Стас что-то говорил, Катя что-то говорила. Но больше всех — я. О чем говорил, не помню, но по-моему, это было замечательно. А разве не замечательно, что я в конце концов пригласил к нам за стол этих пожилых иностранцев? Катя прекрасно беседовала с ними по-английски, переводила нам. Правда, потом они ушли как-то слишком судорожно. Но это уж их дело.
Да, нельзя мне пить. Особенно на людях: свинею.
На другой день я один бродил по городу и все думал. Ведь что получилось в тот вечер? Я вдруг перестал понимать, как кто ко мне относится. Первый раз в жизни перестал. И как люди относятся друг к другу. И вообще, что происходит на свете. Я люблю всех — значит, все любят меня и каждый каждого. Р-раз — мир — дружба! Все люди — братья!

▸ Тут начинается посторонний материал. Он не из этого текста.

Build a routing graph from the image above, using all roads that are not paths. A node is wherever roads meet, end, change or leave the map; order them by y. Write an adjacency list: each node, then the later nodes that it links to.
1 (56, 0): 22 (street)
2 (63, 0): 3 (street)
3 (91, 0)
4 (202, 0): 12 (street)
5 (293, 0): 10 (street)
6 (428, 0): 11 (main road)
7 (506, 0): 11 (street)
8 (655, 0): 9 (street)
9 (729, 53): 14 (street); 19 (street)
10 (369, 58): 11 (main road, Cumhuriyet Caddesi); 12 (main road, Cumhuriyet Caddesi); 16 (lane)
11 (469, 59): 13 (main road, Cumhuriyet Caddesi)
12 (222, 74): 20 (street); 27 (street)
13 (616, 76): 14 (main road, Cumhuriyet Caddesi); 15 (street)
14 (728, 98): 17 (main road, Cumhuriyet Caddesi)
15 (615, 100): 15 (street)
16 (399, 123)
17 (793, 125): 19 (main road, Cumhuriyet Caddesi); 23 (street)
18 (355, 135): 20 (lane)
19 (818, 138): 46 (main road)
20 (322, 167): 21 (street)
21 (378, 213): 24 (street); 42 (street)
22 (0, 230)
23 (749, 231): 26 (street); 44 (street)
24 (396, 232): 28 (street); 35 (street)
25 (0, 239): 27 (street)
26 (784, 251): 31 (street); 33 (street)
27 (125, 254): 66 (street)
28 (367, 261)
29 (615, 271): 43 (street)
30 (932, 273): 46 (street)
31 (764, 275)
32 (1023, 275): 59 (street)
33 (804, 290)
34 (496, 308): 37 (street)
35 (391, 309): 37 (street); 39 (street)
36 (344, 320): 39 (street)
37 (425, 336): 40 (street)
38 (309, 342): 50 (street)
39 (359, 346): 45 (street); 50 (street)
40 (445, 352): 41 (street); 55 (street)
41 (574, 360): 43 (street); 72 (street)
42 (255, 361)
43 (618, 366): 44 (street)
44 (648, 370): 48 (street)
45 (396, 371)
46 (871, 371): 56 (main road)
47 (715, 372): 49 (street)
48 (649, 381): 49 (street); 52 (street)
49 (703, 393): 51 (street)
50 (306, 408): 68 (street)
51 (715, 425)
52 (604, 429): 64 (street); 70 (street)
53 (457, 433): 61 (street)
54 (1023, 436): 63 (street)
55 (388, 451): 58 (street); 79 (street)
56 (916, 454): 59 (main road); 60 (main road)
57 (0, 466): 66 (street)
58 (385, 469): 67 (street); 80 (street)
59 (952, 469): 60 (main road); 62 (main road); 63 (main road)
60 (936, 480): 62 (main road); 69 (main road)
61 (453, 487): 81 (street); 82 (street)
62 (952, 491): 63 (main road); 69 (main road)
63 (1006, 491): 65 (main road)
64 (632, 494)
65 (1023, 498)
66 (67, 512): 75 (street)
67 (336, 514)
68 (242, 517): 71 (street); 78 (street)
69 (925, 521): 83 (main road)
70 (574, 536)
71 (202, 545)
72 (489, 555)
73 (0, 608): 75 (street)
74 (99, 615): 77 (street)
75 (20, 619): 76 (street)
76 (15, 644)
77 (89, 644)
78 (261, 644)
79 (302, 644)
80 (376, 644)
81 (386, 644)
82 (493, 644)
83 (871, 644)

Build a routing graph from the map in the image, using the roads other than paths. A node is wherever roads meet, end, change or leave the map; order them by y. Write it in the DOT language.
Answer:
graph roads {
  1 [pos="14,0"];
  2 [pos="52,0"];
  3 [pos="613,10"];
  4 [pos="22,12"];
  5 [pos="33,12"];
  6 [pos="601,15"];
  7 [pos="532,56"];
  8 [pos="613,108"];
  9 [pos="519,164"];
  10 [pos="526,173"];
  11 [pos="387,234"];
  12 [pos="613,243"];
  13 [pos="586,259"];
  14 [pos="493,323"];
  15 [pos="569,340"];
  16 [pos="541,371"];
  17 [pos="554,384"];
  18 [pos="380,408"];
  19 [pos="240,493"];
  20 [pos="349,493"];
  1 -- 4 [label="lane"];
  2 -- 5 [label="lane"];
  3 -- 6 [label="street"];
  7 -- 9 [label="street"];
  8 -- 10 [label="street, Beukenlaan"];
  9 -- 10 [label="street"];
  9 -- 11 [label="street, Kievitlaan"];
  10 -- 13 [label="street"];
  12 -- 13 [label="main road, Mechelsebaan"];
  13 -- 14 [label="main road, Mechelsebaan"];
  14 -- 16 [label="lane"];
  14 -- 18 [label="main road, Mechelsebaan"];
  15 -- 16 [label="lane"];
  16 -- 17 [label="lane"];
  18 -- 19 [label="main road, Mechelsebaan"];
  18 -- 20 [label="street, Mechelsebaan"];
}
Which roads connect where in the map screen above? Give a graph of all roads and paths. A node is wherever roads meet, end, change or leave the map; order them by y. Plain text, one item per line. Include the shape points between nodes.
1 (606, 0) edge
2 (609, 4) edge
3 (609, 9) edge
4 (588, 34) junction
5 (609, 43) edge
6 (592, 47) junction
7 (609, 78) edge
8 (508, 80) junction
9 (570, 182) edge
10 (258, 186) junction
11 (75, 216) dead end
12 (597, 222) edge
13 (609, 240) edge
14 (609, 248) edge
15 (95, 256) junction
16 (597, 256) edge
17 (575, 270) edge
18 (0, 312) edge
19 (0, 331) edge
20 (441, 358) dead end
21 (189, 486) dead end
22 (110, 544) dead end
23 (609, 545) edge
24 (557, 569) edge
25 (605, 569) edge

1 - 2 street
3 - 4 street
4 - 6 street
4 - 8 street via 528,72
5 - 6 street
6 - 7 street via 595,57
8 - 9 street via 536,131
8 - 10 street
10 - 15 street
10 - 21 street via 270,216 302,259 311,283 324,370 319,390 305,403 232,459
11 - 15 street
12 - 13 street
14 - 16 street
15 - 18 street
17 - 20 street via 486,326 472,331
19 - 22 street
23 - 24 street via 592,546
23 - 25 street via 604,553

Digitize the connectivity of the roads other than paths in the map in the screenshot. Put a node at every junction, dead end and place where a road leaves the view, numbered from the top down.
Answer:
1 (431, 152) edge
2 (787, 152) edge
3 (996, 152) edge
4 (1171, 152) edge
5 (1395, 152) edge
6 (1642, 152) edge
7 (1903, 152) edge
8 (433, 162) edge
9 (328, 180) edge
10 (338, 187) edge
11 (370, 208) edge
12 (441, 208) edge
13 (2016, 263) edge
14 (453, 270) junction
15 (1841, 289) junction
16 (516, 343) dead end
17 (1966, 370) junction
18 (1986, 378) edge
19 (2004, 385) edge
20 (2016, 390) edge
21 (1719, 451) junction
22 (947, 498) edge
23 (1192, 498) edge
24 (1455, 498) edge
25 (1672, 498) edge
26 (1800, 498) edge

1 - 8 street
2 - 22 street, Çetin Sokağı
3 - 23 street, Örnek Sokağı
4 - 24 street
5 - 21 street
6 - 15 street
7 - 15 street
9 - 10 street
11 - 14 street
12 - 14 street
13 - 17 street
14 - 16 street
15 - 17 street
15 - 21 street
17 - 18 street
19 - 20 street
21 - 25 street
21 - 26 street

Хотелось организовать такой большой-большой хоровод. По-моему, я даже пытался…
Да, легкость, конечно, прекрасно. И большой хоровод — прекрасно. Но ведь это был не я. А кто? А черт его знает! Может, как раз тот, кого я не люблю больше всего на свете. Бывают такие веселые, взбудораженные кабанчики. Ты ему одно, а он тебе другое. И прет, и прет, как танк! «Заткнись!» — так и хочется сказать ему.
И тут как будто кто-то окликнул меня. Мне даже почудился знакомый голос. Папин? Костин?..
Я обернулся.
В Болгарии редко встретишь пьяного. Но этот был явно под газом. Сухой такой, седоватый, на дядю Сережу-Артиста похож. Чего-то он хотел от меня. Может, дружбы. А может, просто сочувствия. Понять его было трудно. Из десяти болгарских слов до меня доходило, дай бог, одно.
Сначала он рассказывал что-то смешное. Наверное, анекдот. Но в этом был грустный оттенок, я слушал внимательно. И даже напряженно. Ну до чего похож на Артиста! Прямо вылитый.
— Да, да! — Я неожиданно засмеялся. Как видно, впопад. Просто захотелось мне, и я захохотал.
Седоватый тоже засмеялся. А потом его рассказ, как-то рывком, сразу вошел в такую горькую, такую жалобную стадию, что прохожие стали обращать на нас внимание. Он что-то говорил, всхлипывая. Показывая на кого-то пальцем, хватался за голову.
— Пойдем, пойдем, дорогой! — Я взял его под руку и отвел в скверик. Там он сразу затих, успокоился. Но руку мою не отпускал. Сквозь рубаху я чувствовал его кость — казалось, что мышц у него на руке нет совсем. И она была такая холодная, такая вздрагивающая, что хотелось… Не знаю чего. Спасти его хотелось!
— Все будет хорошо. Все обойдется! Вот посмотришь. — И я вдруг обнял его за плечи.